● REQUIREMENT
Copy, in full, each line of the material that holds the word "Perón".

● DATA TO PROCESS
○ ○ ○ ○ ○ ○ ○

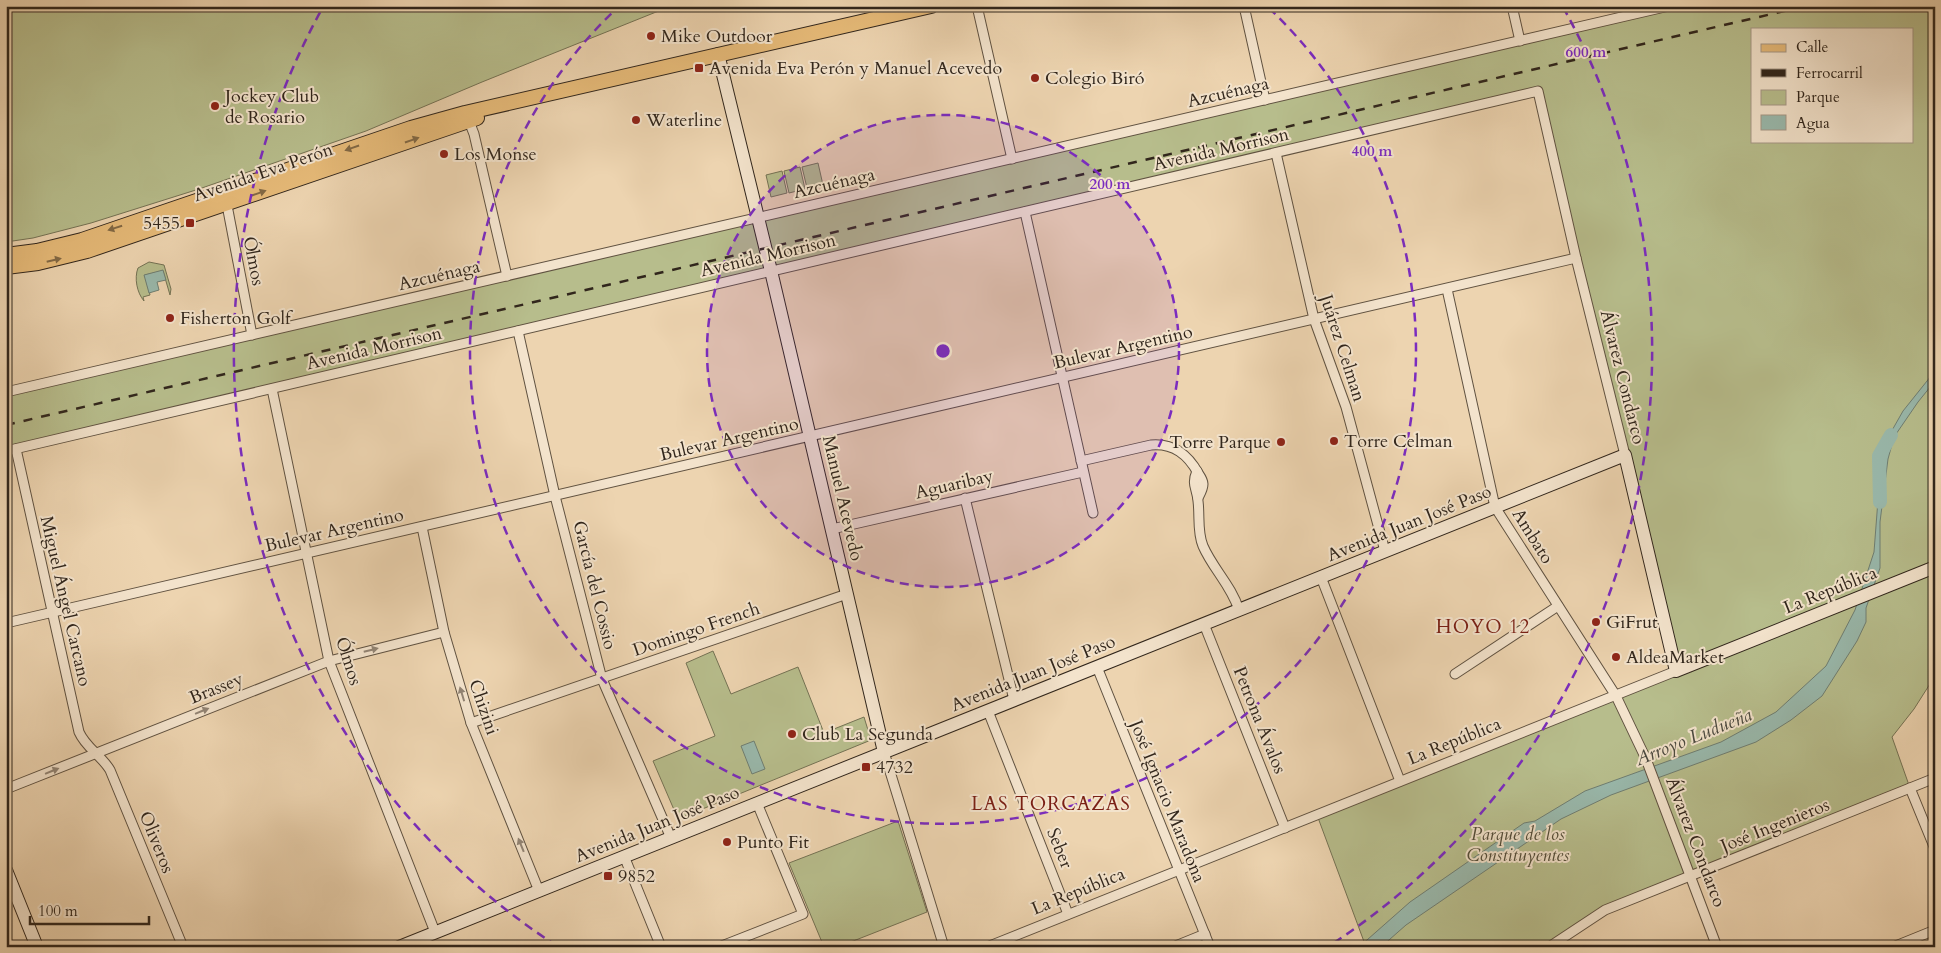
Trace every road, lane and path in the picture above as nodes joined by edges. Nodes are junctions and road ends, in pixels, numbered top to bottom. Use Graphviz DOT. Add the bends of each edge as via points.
graph roads {
  1 [pos="931,6"];
  2 [pos="977,6"];
  3 [pos="1244,6"];
  4 [pos="1512,6"];
  5 [pos="1668,6"];
  6 [pos="1520,41"];
  7 [pos="718,54"];
  8 [pos="1538,91"];
  9 [pos="1265,100"];
  10 [pos="467,117"];
  11 [pos="1276,153"];
  12 [pos="1012,159"];
  13 [pos="225,198"];
  14 [pos="1025,212"];
  15 [pos="758,218"];
  16 [pos="6,255"];
  17 [pos="1576,258"];
  18 [pos="6,267"];
  19 [pos="771,271"];
  20 [pos="507,276"];
  21 [pos="1447,288"];
  22 [pos="1314,319"];
  23 [pos="518,331"];
  24 [pos="252,335"];
  25 [pos="1062,378"];
  26 [pos="272,388"];
  27 [pos="6,392"];
  28 [pos="810,436"];
  29 [pos="16,449"];
  30 [pos="6,451"];
  31 [pos="1625,455"];
  32 [pos="1081,461"];
  33 [pos="1083,472"];
  34 [pos="556,496"];
  35 [pos="965,498"];
  36 [pos="1495,507"];
  37 [pos="1093,513"];
  38 [pos="422,527"];
  39 [pos="832,529"];
  40 [pos="1385,551"];
  41 [pos="306,554"];
  42 [pos="1935,567"];
  43 [pos="1321,577"];
  44 [pos="847,594"];
  45 [pos="1558,606"];
  46 [pos="1239,610"];
  47 [pos="52,613"];
  48 [pos="6,623"];
  49 [pos="1204,624"];
  50 [pos="444,632"];
  51 [pos="329,660"];
  52 [pos="1097,667"];
  53 [pos="1676,671"];
  54 [pos="1455,674"];
  55 [pos="602,679"];
  56 [pos="1616,696"];
  57 [pos="1014,700"];
  58 [pos="988,710"];
  59 [pos="471,724"];
  60 [pos="884,752"];
  61 [pos="97,754"];
  62 [pos="1935,778"];
  63 [pos="1400,781"];
  64 [pos="1910,788"];
  65 [pos="6,790"];
  66 [pos="757,803"];
  67 [pos="1285,828"];
  68 [pos="671,838"];
  69 [pos="1935,849"];
  70 [pos="624,856"];
  71 [pos="6,870"];
  72 [pos="1179,870"];
  73 [pos="1689,876"];
  74 [pos="539,891"];
  75 [pos="1068,914"];
  76 [pos="1935,930"];
  77 [pos="435,932"];
  78 [pos="1205,934"];
  79 [pos="37,947"];
  80 [pos="183,947"];
  81 [pos="399,947"];
  82 [pos="661,947"];
  83 [pos="719,947"];
  84 [pos="944,947"];
  85 [pos="987,947"];
  86 [pos="1173,947"];
  87 [pos="1210,947"];
  88 [pos="1549,947"];
  89 [pos="1717,947"];
  90 [pos="1893,947"];
  1 -- 7 [label="main road, Avenida Eva Perón"];
  2 -- 12 [label="street"];
  3 -- 9 [label="street"];
  4 -- 6 [label="street"];
  5 -- 6 [label="street, Azcuénaga"];
  6 -- 9 [label="street, Azcuénaga"];
  7 -- 10 [label="main road, Avenida Eva Perón"];
  7 -- 15 [label="main road, Manuel Acevedo"];
  8 -- 11 [label="street, Avenida Morrison"];
  8 -- 17 [label="street, Álvarez Condarco"];
  9 -- 12 [label="street, Azcuénaga"];
  10 -- 13 [label="main road, Avenida Eva Perón"];
  10 -- 20 [label="street" via="474,134"];
  11 -- 14 [label="street, Avenida Morrison"];
  11 -- 22 [label="street, Juárez Celman"];
  12 -- 15 [label="street, Azcuénaga"];
  13 -- 16 [label="main road, Avenida Eva Perón, one-way" via="67,244"];
  18 -- 13 [label="main road, Avenida Eva Perón, one-way" via="62,258"];
  13 -- 24 [label="street, Ólmos"];
  14 -- 19 [label="street, Avenida Morrison"];
  14 -- 25 [label="street"];
  15 -- 19 [label="main road, Manuel Acevedo"];
  15 -- 20 [label="street, Azcuénaga"];
  17 -- 21 [label="street, Bulevar Argentino"];
  17 -- 31 [label="street, Álvarez Condarco"];
  19 -- 23 [label="street, Avenida Morrison"];
  19 -- 28 [label="main road, Manuel Acevedo"];
  20 -- 24 [label="street, Azcuénaga"];
  21 -- 22 [label="street, Bulevar Argentino"];
  21 -- 36 [label="street, Ambato"];
  22 -- 25 [label="street, Bulevar Argentino"];
  22 -- 40 [label="street, Juárez Celman" via="1346,408"];
  23 -- 26 [label="street, Avenida Morrison"];
  23 -- 34 [label="street, García del Cossio"];
  24 -- 27 [label="street, Azcuénaga"];
  25 -- 28 [label="street, Bulevar Argentino"];
  25 -- 32 [label="street"];
  26 -- 29 [label="street, Avenida Morrison"];
  26 -- 41 [label="street, Ólmos"];
  28 -- 34 [label="street, Bulevar Argentino"];
  28 -- 39 [label="main road, Manuel Acevedo"];
  29 -- 30 [label="street, Avenida Morrison"];
  29 -- 47 [label="street, Miguel Ángel Carcano"];
  31 -- 36 [label="main road, Avenida Juan José Paso"];
  31 -- 53 [label="main road, Álvarez Condarco"];
  32 -- 33 [label="street"];
  32 -- 46 [label="street" via="1162,444 1190,459 1203,486 1198,498 1200,538 1232,591"];
  33 -- 35 [label="street, Aguaribay"];
  33 -- 37 [label="street"];
  34 -- 38 [label="street, Bulevar Argentino"];
  34 -- 55 [label="street, García del Cossio"];
  35 -- 39 [label="street, Aguaribay"];
  35 -- 57 [label="street"];
  36 -- 40 [label="main road, Avenida Juan José Paso"];
  36 -- 45 [label="street, Ambato"];
  38 -- 41 [label="street, Bulevar Argentino"];
  38 -- 50 [label="street, Chizini"];
  39 -- 44 [label="main road, Manuel Acevedo"];
  40 -- 43 [label="main road, Avenida Juan José Paso"];
  41 -- 47 [label="street, Bulevar Argentino"];
  41 -- 51 [label="street, Ólmos"];
  42 -- 53 [label="main road, La República"];
  43 -- 46 [label="main road, Avenida Juan José Paso"];
  43 -- 63 [label="street"];
  44 -- 55 [label="street, Domingo French"];
  44 -- 60 [label="main road, Manuel Acevedo"];
  45 -- 54 [label="street"];
  45 -- 56 [label="street, Ambato"];
  46 -- 49 [label="main road, Avenida Juan José Paso"];
  47 -- 48 [label="street, Bulevar Argentino"];
  47 -- 61 [label="street, Miguel Ángel Carcano" via="79,732 87,746"];
  49 -- 52 [label="main road, Avenida Juan José Paso"];
  49 -- 67 [label="street, Petrona Ávalos"];
  51 -- 50 [label="street, Brassey, one-way"];
  59 -- 50 [label="street, Chizini, one-way"];
  61 -- 51 [label="street, Brassey, one-way"];
  51 -- 77 [label="street, Ólmos"];
  52 -- 57 [label="main road, Avenida Juan José Paso"];
  52 -- 72 [label="street, José Ignacio Maradona"];
  53 -- 56 [label="street, La República"];
  55 -- 59 [label="street, Domingo French"];
  55 -- 68 [label="street, García del Cossio"];
  56 -- 63 [label="street, La República"];
  56 -- 73 [label="street, Álvarez Condarco" via="1646,759"];
  57 -- 58 [label="main road, Avenida Juan José Paso"];
  58 -- 60 [label="main road, Avenida Juan José Paso"];
  58 -- 75 [label="street, Seber"];
  74 -- 59 [label="street, Chizini, one-way"];
  60 -- 66 [label="main road, Avenida Juan José Paso"];
  60 -- 84 [label="street, Manuel Acevedo"];
  65 -- 61 [label="street, Brassey, one-way"];
  61 -- 80 [label="street, Oliveros" via="110,770"];
  62 -- 64 [label="street, José Ingenieros"];
  63 -- 67 [label="street, La República"];
  64 -- 69 [label="street"];
  64 -- 73 [label="street, José Ingenieros"];
  66 -- 68 [label="main road, Avenida Juan José Paso"];
  66 -- 83 [label="street" via="803,914"];
  67 -- 72 [label="street, La República"];
  68 -- 70 [label="main road, Avenida Juan José Paso"];
  70 -- 74 [label="main road, Avenida Juan José Paso"];
  70 -- 82 [label="street"];
  71 -- 79 [label="main road"];
  72 -- 75 [label="street, La República"];
  72 -- 78 [label="street, José Ignacio Maradona"];
  73 -- 88 [label="street, José Ingenieros" via="1605,910"];
  73 -- 89 [label="street, Álvarez Condarco"];
  74 -- 77 [label="main road, Avenida Juan José Paso"];
  75 -- 85 [label="street, La República"];
  76 -- 90 [label="street"];
  77 -- 81 [label="main road, Avenida Juan José Paso"];
  78 -- 86 [label="street"];
  78 -- 87 [label="street, José Ignacio Maradona"];
}
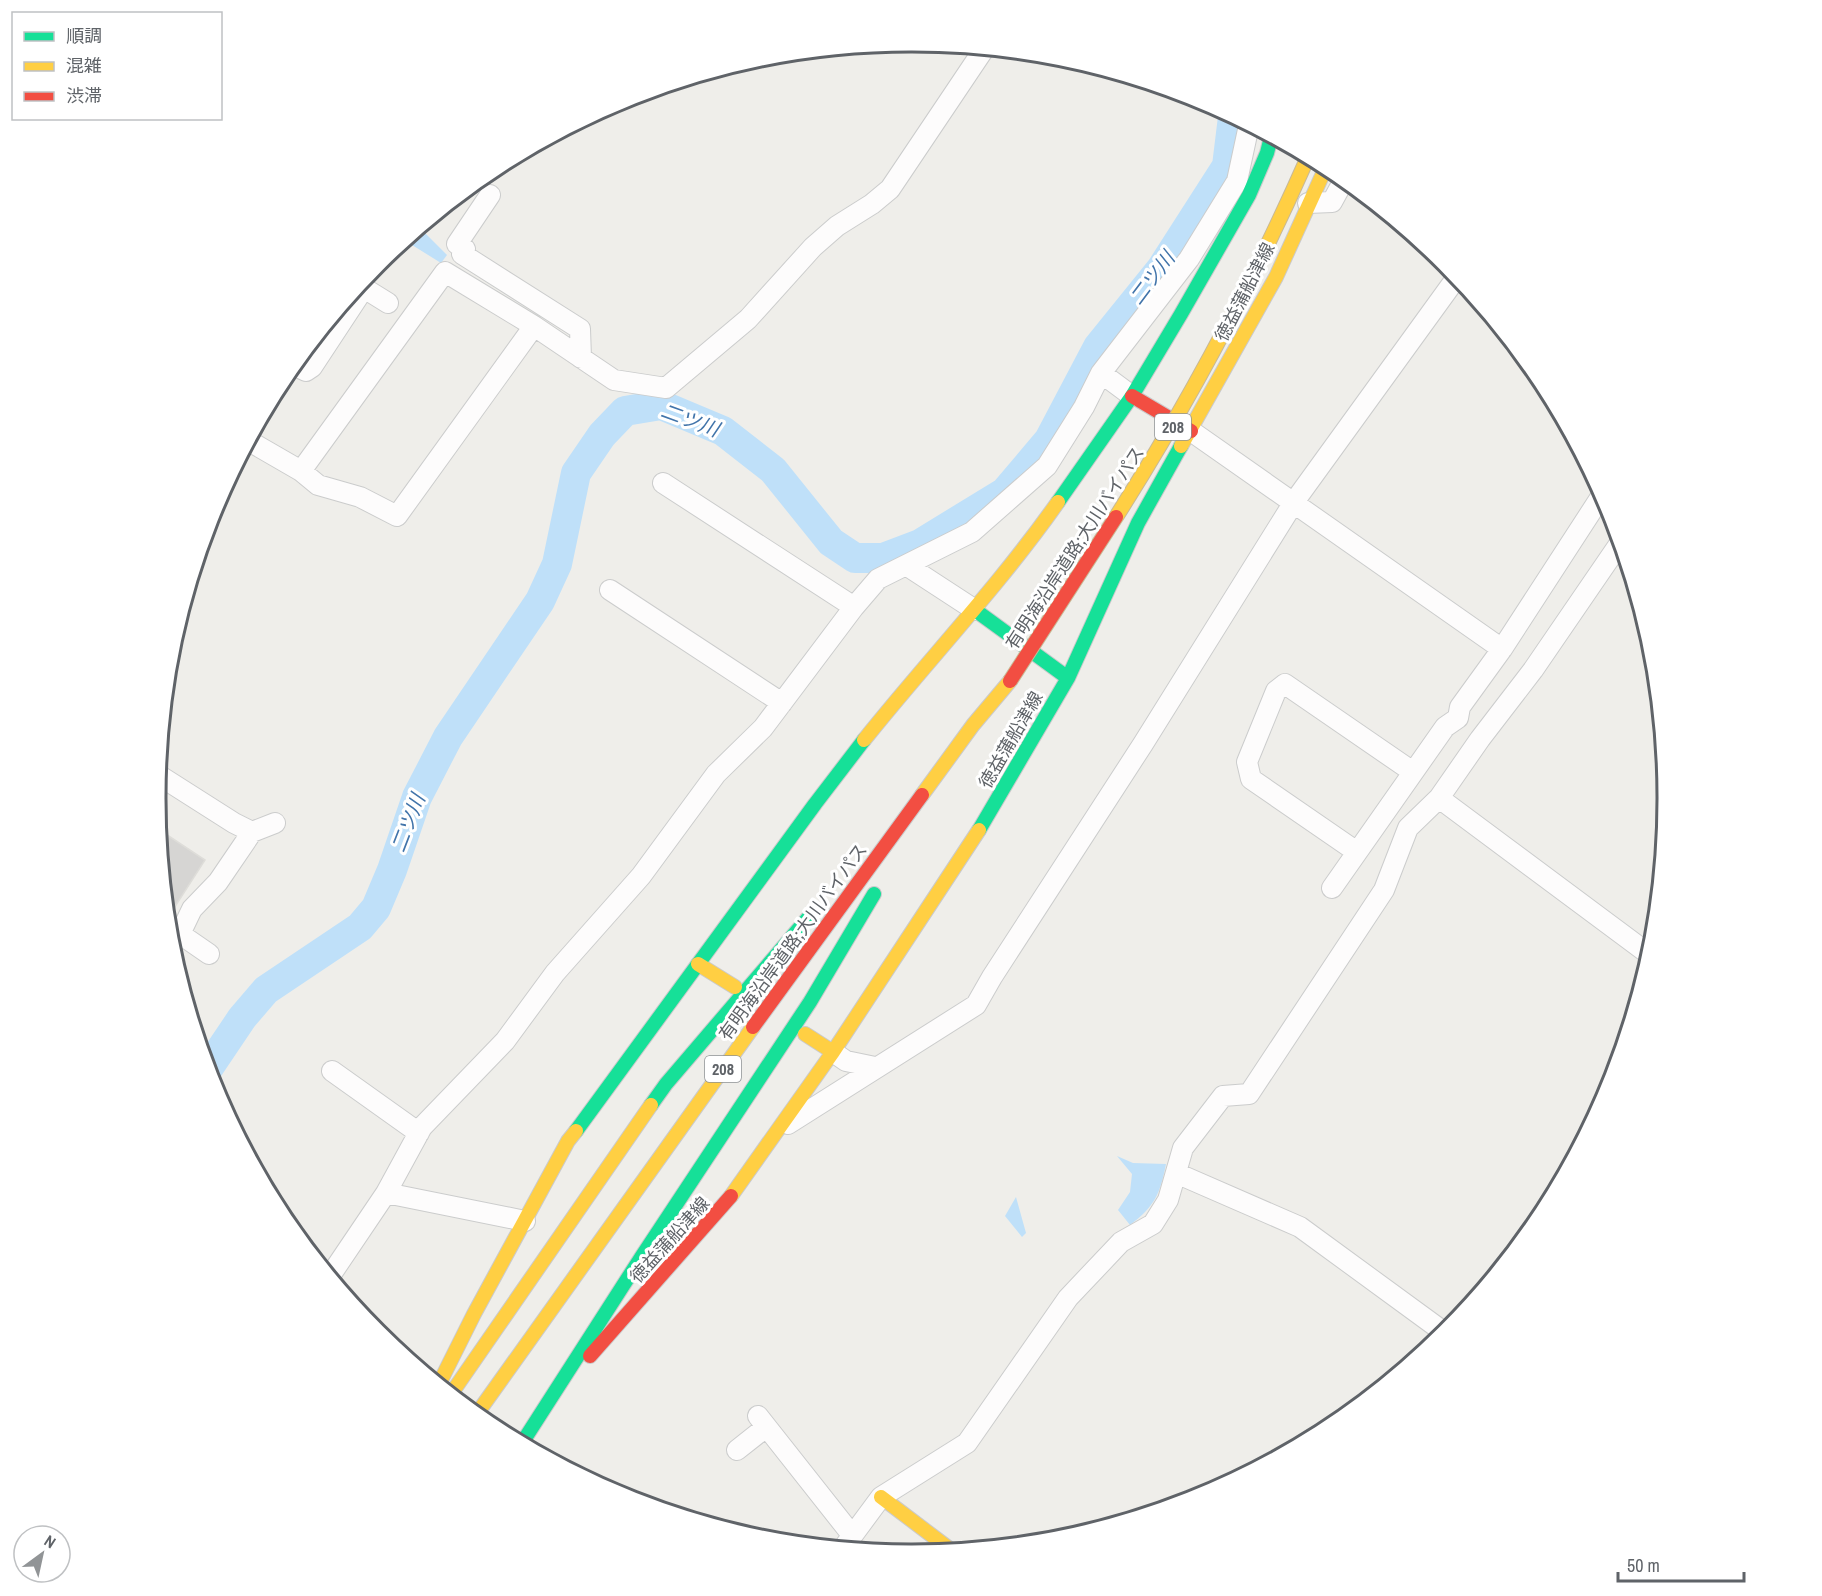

○ ○ ○ ○ ○ ○ ○

● EXERCISE RESPONSE
  1 -- 7 [label="main road, Avenida Eva Perón"];
  7 -- 10 [label="main road, Avenida Eva Perón"];
  10 -- 13 [label="main road, Avenida Eva Perón"];
  13 -- 16 [label="main road, Avenida Eva Perón, one-way" via="67,244"];
  18 -- 13 [label="main road, Avenida Eva Perón, one-way" via="62,258"];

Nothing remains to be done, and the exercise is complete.